Problem details: From the entries below, please gather each line containing the string "nodes".

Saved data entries
[Start of Attachment]

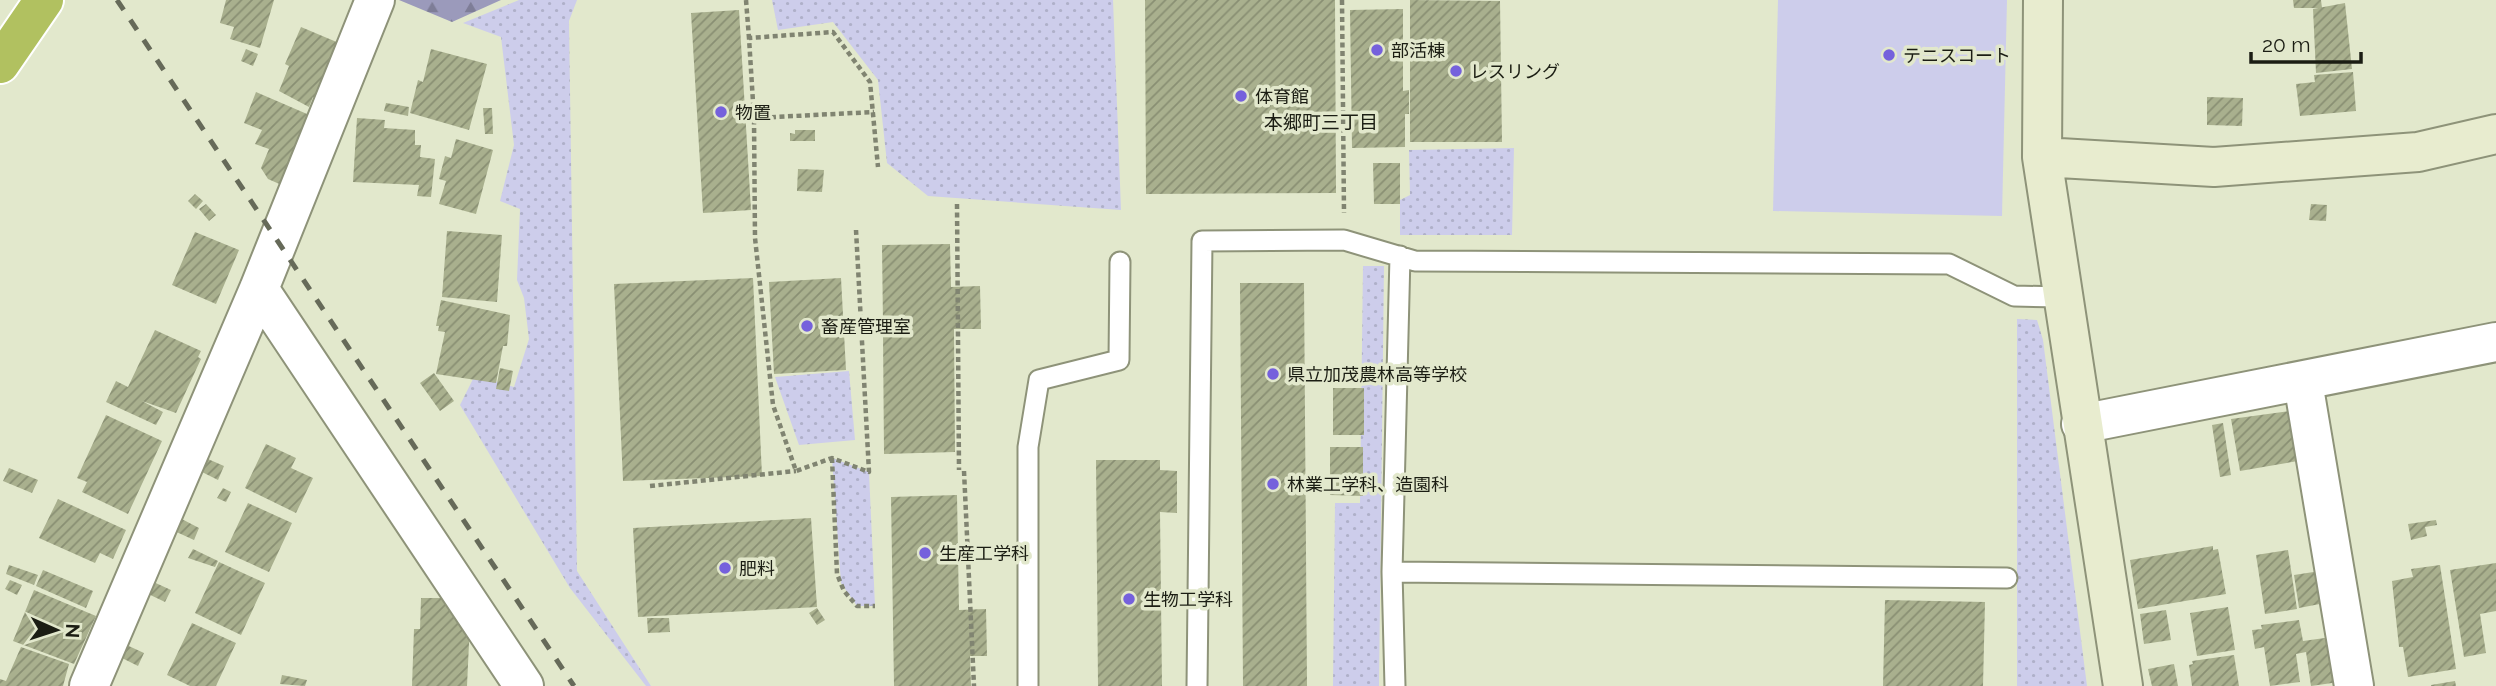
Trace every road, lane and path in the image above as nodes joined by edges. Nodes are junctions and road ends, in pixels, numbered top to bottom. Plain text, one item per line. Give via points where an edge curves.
1 (44, 0) edge
2 (375, 0) edge
3 (746, 0) edge
4 (1342, 0) edge
5 (2043, 0) edge
6 (749, 38) junction
7 (0, 64) edge
8 (874, 112) junction
9 (754, 118) junction
10 (2496, 134) edge
11 (2042, 156) junction
12 (878, 167) dead end
13 (957, 204) dead end
14 (856, 230) dead end
15 (1344, 240) junction
16 (1400, 256) junction
17 (1120, 261) dead end
18 (259, 289) junction
19 (2062, 297) junction
20 (2496, 341) edge
21 (2303, 382) junction
22 (2081, 424) junction
23 (832, 458) junction
24 (796, 471) junction
25 (649, 486) dead end
26 (1392, 572) junction
27 (2007, 578) dead end
28 (875, 606) dead end
29 (89, 686) edge
30 (524, 686) edge
31 (974, 686) edge
32 (1028, 686) edge
33 (1197, 686) edge
34 (1395, 686) edge
35 (2123, 686) edge
36 (2354, 686) edge

1 - 7 highway
2 - 18 street
3 - 6 path
4 - 15 path
5 - 11 street
6 - 8 path via 833,32 870,82
6 - 9 path
8 - 9 path
8 - 12 path
9 - 24 path via 755,238 773,405
10 - 11 street via 2418,152 2214,167
11 - 19 street
13 - 31 path via 962,471
14 - 23 path via 869,472
15 - 16 lane
15 - 33 lane via 1202,241
16 - 19 lane via 1415,261 1949,264 2014,296
16 - 26 lane
17 - 32 lane via 1119,360 1039,380 1028,447
18 - 29 street
18 - 30 street
19 - 22 street
20 - 21 street
21 - 22 street
21 - 36 street
22 - 35 street
23 - 24 path
23 - 28 path via 837,574 858,607
24 - 25 path
26 - 27 lane
26 - 34 lane

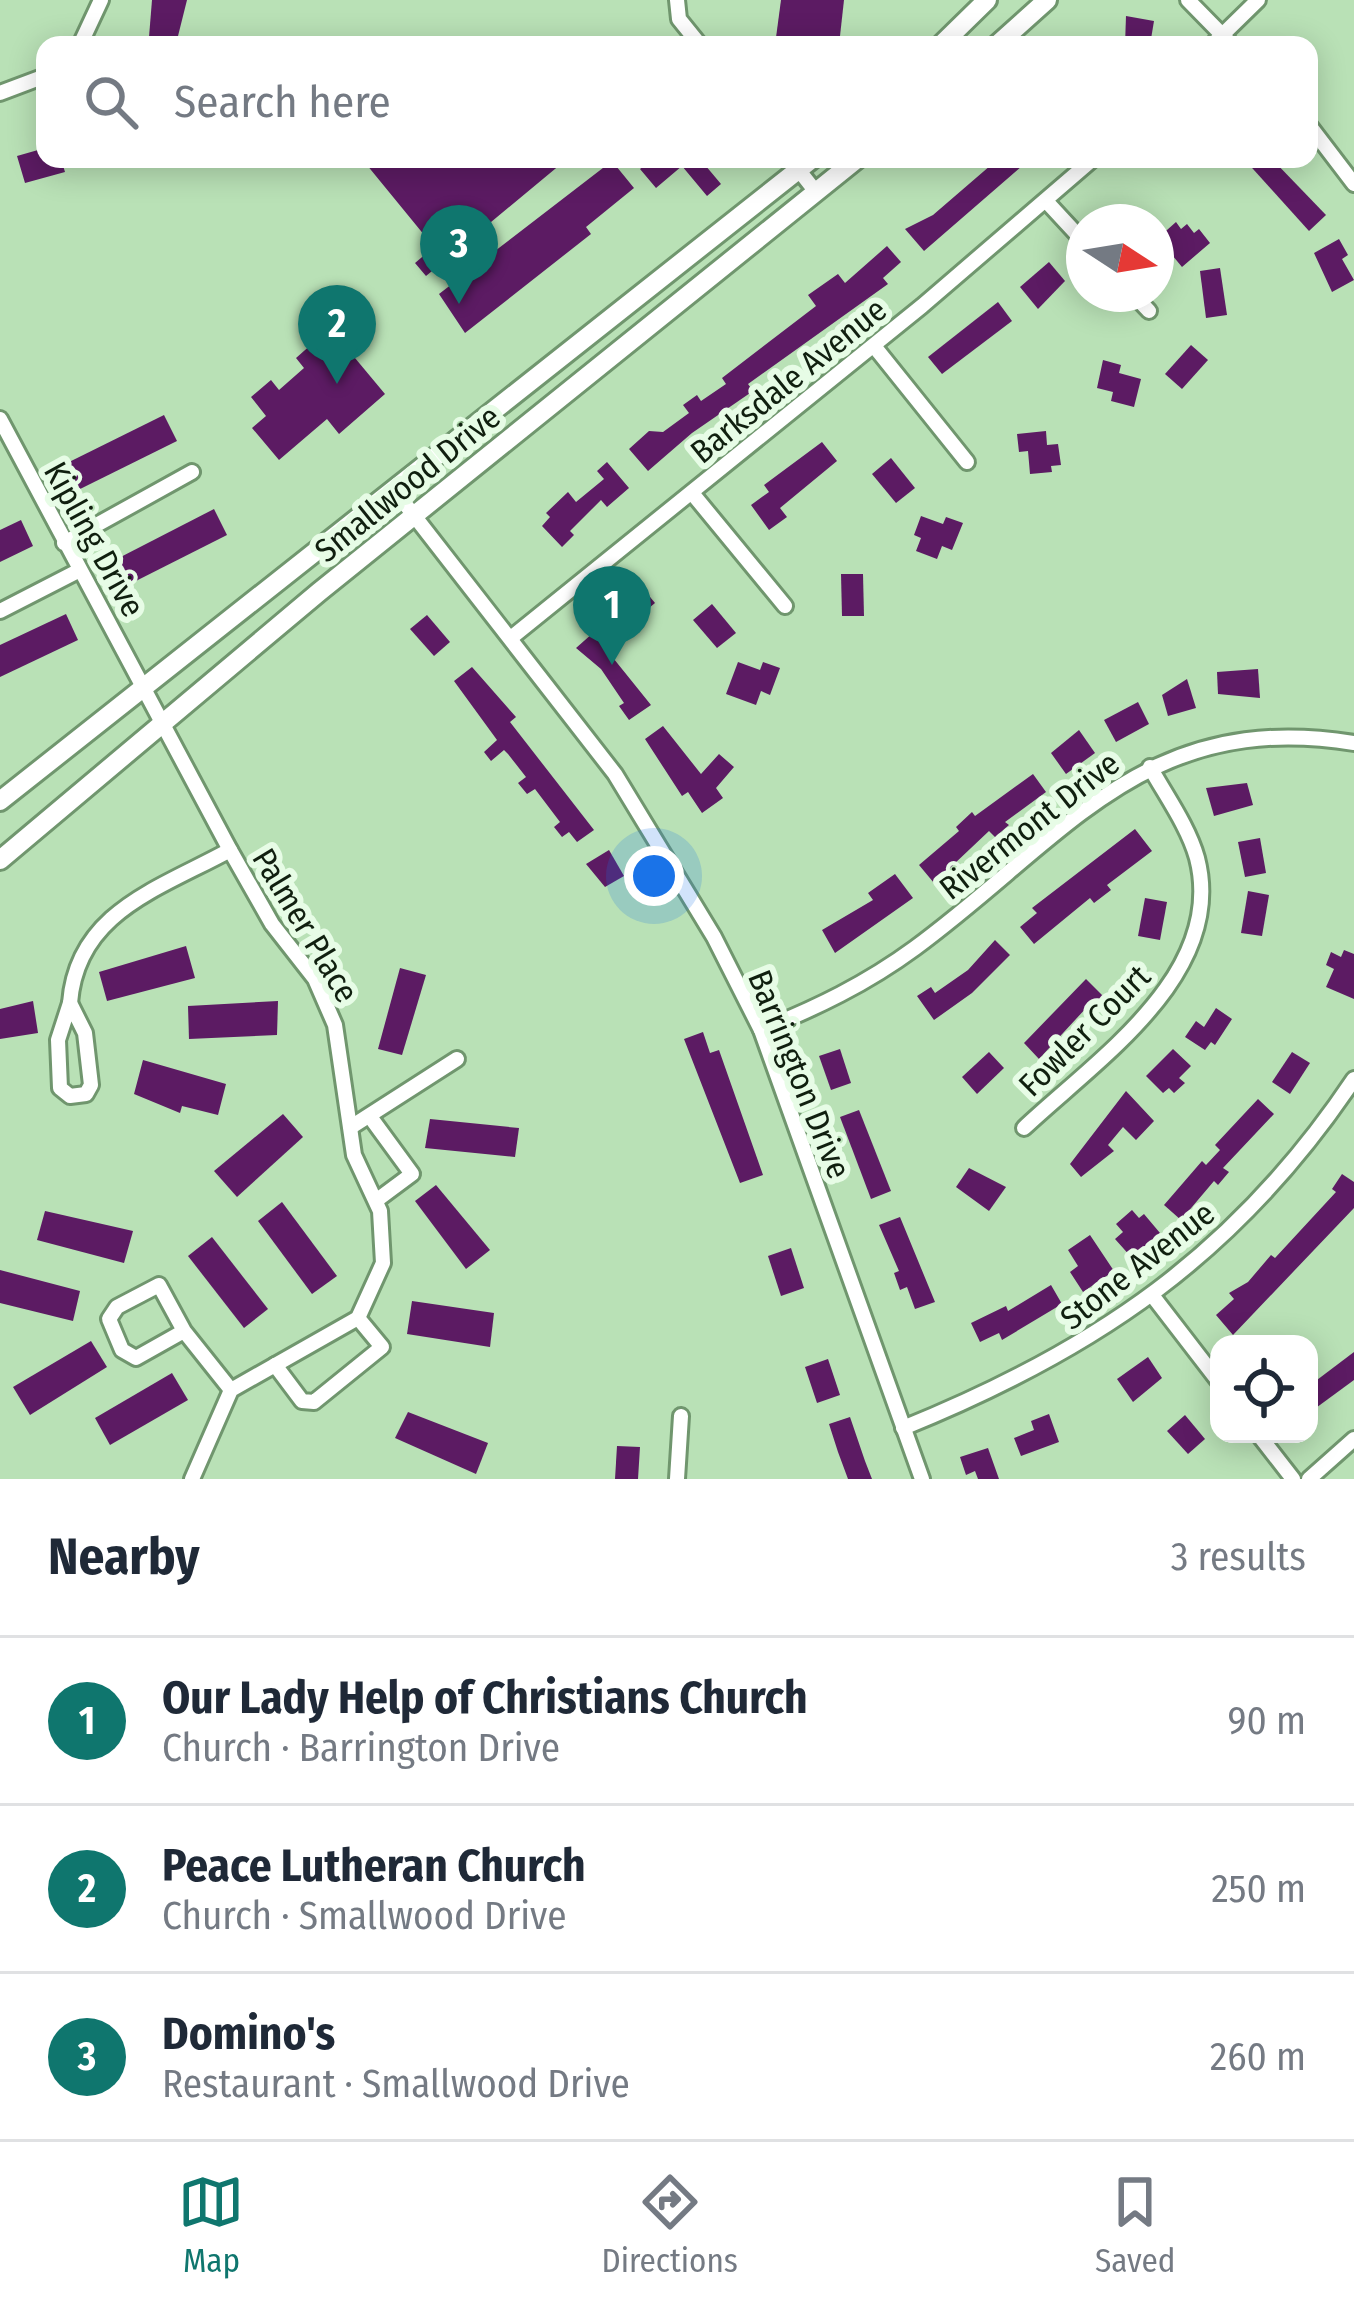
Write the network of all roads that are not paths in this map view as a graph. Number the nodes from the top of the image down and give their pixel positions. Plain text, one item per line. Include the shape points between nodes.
1 (101, 0) edge
2 (677, 0) edge
3 (987, 0) edge
4 (1048, 0) edge
5 (1188, 0) edge
6 (1258, 0) edge
7 (84, 36) edge
8 (693, 36) edge
9 (950, 36) edge
10 (1007, 36) edge
11 (1217, 36) edge
12 (1227, 36) edge
13 (36, 79) edge
14 (0, 93) edge
15 (1318, 136) edge
16 (793, 168) edge
17 (803, 168) edge
18 (846, 168) edge
19 (1083, 168) edge
20 (1354, 184) edge
21 (816, 192) junction
22 (1047, 202) junction
23 (1066, 223) edge
24 (874, 346) junction
25 (0, 419) edge
26 (967, 462) dead end
27 (192, 472) dead end
28 (395, 491) junction
29 (692, 493) junction
30 (415, 516) junction
31 (64, 543) junction
32 (78, 571) junction
33 (785, 606) dead end
34 (0, 611) edge
35 (512, 637) junction
36 (145, 683) junction
37 (164, 721) junction
38 (1354, 743) edge
39 (1150, 767) junction
40 (0, 801) edge
41 (230, 850) junction
42 (0, 860) edge
43 (70, 1003) junction
44 (761, 1030) junction
45 (458, 1059) dead end
46 (1354, 1079) edge
47 (371, 1118) junction
48 (351, 1127) junction
49 (1024, 1128) dead end
50 (377, 1200) junction
51 (1153, 1295) junction
52 (358, 1318) junction
53 (184, 1331) junction
54 (275, 1365) junction
55 (1210, 1370) edge
56 (231, 1390) junction
57 (681, 1416) dead end
58 (903, 1428) junction
59 (1354, 1439) edge
60 (1265, 1443) edge
61 (192, 1479) edge
62 (676, 1479) edge
63 (922, 1479) edge
64 (1292, 1479) edge
65 (1309, 1479) edge

1 - 7 street
2 - 8 street
3 - 9 main road
4 - 10 main road
5 - 11 street
6 - 12 street
13 - 14 street
15 - 20 street
16 - 28 main road, Smallwood Drive
17 - 21 street
18 - 21 main road, Smallwood Drive
19 - 22 street, Barksdale Avenue
21 - 30 main road, Smallwood Drive
22 - 23 street
22 - 24 street, Barksdale Avenue
24 - 26 street
24 - 29 street, Barksdale Avenue
25 - 31 street, Kipling Drive
27 - 31 street
28 - 30 street, Barrington Drive
28 - 36 main road, Smallwood Drive
29 - 33 street
29 - 35 street, Barksdale Avenue
30 - 35 street, Barrington Drive
30 - 37 main road, Smallwood Drive
31 - 32 street, Kipling Drive
32 - 34 street
32 - 36 street, Kipling Drive
35 - 44 street, Barrington Drive via 652,830
36 - 37 street, Palmer Place
36 - 40 main road, Smallwood Drive
37 - 41 street, Palmer Place
37 - 42 main road, Smallwood Drive
38 - 39 street, Rivermont Drive via 1257,735
39 - 44 street, Rivermont Drive via 872,977
39 - 49 street, Fowler Court via 1196,854 1193,938 1155,1004
41 - 43 street via 100,926 82,949
41 - 48 street, Palmer Place via 325,999
43 - 43 street via 58,1040 59,1085 65,1095 83,1095 92,1085 86,1036
44 - 58 street, Barrington Drive
45 - 47 street
46 - 51 street, Stone Avenue via 1257,1201
47 - 48 street
47 - 50 street via 412,1174
48 - 50 street, Palmer Place via 354,1155
50 - 52 street, Palmer Place via 383,1263
51 - 55 street
51 - 58 street, Stone Avenue via 1028,1374
52 - 54 street
52 - 54 street via 382,1347 314,1402 302,1401
53 - 53 street via 159,1285 109,1319 132,1357
53 - 56 street
54 - 56 street
56 - 61 street
57 - 62 street
58 - 63 street, Barrington Drive
59 - 65 street
60 - 64 street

[End of Attachment]

Solution for this exercise:
Trace every road, lane and path in the image above as nodes joined by edges. Nodes are junctions and road ends, in pixels, numbered top to bottom. Plain text, one item per line. Give via points where an edge curves.
Write the network of all roads that are not paths in this map view as a graph. Number the nodes from the top of the image down and give their pixel positions. Plain text, one item per line. Include the shape points between nodes.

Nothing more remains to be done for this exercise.